◆ Your assignment: Determine how many lines of the material below include "大学城南一路", and reply with that number alone.

◆ Records provided:
Content starts

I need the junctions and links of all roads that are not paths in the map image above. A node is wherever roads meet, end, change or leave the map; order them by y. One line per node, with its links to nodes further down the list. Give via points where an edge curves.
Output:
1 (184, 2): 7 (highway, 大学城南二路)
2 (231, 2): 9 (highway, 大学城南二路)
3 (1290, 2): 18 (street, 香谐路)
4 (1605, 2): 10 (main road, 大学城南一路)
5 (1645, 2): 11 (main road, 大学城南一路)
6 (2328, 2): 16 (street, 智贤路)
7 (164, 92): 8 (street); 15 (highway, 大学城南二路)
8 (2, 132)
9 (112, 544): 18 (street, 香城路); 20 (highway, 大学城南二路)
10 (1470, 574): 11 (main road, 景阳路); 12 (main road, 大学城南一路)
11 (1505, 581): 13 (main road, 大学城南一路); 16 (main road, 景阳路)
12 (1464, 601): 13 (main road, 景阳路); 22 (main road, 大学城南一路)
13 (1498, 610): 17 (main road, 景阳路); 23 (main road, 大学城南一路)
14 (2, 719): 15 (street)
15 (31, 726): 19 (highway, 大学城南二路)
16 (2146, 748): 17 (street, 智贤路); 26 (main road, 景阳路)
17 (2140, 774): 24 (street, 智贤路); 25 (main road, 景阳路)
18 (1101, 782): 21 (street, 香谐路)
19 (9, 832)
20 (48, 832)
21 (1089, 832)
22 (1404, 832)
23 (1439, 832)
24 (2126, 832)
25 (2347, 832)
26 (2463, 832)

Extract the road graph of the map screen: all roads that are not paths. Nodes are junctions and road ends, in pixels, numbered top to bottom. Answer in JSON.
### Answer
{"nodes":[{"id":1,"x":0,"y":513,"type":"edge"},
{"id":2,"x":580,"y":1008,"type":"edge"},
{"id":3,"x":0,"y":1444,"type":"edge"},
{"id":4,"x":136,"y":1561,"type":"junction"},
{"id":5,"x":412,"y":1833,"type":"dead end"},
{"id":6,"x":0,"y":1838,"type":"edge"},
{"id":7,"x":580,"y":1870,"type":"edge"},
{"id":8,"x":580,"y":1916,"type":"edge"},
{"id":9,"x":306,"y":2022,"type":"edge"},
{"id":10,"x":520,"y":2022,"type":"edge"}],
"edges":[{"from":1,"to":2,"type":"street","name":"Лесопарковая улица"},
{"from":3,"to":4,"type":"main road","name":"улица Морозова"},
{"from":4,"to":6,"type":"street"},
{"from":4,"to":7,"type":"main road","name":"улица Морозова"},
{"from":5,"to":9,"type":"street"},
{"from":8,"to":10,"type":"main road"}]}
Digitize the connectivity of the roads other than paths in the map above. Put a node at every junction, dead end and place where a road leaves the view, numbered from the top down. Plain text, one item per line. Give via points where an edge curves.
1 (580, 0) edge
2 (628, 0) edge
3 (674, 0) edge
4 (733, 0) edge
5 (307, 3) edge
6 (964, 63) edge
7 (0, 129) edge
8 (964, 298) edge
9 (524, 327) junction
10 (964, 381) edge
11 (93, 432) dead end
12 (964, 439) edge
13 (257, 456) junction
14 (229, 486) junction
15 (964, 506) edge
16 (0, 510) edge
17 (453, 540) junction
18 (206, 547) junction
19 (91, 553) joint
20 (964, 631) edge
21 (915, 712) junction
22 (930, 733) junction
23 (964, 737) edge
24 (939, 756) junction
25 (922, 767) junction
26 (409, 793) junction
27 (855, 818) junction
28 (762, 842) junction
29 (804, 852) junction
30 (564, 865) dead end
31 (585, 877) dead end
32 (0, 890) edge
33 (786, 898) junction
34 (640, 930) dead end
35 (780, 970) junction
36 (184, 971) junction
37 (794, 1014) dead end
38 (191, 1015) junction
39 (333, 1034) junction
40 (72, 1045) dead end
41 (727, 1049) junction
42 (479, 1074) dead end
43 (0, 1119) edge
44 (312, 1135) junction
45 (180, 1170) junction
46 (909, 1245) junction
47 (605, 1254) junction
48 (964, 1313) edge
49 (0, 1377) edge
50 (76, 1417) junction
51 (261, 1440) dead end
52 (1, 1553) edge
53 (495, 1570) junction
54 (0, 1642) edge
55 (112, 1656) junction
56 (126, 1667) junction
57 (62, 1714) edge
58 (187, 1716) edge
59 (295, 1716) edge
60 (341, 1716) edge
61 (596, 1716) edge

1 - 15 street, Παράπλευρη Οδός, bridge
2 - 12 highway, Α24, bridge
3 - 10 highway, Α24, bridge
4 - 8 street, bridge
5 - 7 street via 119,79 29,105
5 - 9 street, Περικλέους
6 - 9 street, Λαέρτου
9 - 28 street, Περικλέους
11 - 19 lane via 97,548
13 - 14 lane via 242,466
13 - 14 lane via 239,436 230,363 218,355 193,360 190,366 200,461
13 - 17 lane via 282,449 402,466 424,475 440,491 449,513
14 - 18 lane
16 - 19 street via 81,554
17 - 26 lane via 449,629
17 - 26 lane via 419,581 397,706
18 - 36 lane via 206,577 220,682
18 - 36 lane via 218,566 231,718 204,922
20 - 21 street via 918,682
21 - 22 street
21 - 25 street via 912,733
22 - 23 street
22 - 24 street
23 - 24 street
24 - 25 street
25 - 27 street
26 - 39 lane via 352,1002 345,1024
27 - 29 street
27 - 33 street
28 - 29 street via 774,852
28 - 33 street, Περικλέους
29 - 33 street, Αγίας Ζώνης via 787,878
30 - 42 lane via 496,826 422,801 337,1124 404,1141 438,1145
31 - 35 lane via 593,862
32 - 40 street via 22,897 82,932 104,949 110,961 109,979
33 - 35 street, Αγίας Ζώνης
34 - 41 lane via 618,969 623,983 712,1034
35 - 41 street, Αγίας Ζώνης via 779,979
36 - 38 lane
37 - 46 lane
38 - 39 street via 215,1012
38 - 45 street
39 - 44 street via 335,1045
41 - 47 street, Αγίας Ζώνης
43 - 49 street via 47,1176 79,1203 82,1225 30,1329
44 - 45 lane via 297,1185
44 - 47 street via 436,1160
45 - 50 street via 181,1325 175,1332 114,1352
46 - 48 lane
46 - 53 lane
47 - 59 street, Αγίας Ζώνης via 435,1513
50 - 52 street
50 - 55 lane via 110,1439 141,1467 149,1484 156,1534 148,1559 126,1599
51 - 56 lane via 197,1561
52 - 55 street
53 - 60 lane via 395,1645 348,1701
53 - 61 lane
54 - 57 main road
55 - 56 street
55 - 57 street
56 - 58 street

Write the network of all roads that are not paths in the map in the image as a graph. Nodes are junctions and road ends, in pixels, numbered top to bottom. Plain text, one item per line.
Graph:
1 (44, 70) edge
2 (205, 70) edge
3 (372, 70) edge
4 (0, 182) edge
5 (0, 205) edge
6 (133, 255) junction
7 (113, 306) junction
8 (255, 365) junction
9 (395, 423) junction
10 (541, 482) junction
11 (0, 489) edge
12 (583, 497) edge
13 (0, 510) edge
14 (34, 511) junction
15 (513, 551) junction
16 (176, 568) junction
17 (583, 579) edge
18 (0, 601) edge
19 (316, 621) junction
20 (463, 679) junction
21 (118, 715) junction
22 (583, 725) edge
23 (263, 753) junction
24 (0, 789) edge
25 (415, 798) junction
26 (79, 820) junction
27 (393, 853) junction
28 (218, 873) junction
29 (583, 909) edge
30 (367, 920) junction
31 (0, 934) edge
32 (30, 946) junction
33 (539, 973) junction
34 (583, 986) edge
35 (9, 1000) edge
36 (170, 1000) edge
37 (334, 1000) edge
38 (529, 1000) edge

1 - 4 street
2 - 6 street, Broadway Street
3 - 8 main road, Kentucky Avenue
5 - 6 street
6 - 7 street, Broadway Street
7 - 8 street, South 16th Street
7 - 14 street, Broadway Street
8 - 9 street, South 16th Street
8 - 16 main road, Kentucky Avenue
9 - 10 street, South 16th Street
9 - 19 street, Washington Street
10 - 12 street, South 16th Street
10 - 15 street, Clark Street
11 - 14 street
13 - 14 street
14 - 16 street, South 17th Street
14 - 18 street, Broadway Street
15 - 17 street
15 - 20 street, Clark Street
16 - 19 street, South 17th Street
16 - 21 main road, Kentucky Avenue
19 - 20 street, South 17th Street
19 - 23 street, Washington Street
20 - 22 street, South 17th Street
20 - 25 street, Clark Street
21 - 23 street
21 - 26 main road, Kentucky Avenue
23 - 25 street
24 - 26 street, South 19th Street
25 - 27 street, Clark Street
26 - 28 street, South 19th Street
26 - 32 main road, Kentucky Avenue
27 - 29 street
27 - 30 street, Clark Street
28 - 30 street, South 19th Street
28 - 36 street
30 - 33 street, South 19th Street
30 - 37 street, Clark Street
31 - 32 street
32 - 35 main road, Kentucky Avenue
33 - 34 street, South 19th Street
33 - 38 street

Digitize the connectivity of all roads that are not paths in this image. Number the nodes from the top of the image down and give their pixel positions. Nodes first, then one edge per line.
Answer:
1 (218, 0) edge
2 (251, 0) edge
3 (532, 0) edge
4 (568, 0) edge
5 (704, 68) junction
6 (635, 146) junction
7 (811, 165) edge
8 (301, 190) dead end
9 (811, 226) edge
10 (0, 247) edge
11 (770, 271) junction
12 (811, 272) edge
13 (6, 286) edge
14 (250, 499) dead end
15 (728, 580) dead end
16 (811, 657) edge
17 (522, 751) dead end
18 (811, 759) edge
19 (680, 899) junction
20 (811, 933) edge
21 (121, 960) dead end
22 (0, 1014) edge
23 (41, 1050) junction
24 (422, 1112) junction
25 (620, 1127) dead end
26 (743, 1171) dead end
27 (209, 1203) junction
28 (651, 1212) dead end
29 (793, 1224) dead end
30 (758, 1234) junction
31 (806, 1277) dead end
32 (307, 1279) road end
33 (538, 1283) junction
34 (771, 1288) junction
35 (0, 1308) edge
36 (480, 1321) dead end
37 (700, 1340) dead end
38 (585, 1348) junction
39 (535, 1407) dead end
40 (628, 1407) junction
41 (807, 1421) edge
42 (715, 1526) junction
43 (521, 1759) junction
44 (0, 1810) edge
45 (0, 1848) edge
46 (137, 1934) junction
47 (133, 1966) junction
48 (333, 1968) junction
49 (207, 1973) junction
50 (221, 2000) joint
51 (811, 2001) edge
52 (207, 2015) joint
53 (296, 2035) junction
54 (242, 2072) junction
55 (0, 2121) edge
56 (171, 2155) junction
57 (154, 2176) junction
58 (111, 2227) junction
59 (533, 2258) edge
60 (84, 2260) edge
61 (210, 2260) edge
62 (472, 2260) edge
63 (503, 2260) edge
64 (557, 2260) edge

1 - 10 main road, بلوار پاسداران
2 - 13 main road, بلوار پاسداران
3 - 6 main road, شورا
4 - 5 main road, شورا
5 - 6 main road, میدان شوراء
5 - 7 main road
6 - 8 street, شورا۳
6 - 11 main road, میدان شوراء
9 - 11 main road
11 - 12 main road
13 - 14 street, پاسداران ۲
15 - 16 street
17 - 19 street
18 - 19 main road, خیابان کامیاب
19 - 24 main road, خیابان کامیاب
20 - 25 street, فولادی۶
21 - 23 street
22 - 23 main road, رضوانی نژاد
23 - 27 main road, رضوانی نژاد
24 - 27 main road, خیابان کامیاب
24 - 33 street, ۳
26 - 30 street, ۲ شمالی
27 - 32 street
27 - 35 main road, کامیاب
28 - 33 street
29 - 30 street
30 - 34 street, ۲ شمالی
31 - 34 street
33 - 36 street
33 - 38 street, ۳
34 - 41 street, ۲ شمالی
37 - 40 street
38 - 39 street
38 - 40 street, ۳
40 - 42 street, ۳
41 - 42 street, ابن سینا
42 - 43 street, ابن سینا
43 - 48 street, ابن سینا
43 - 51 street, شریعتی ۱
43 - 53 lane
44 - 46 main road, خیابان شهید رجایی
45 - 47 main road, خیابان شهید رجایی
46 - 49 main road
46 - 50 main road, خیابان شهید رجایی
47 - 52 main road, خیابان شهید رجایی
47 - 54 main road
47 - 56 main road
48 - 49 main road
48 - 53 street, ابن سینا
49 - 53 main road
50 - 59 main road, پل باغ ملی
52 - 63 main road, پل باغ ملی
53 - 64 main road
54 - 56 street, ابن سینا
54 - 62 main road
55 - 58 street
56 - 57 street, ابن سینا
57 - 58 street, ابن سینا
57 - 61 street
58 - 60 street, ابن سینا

Content ends

◆ Task answer: 6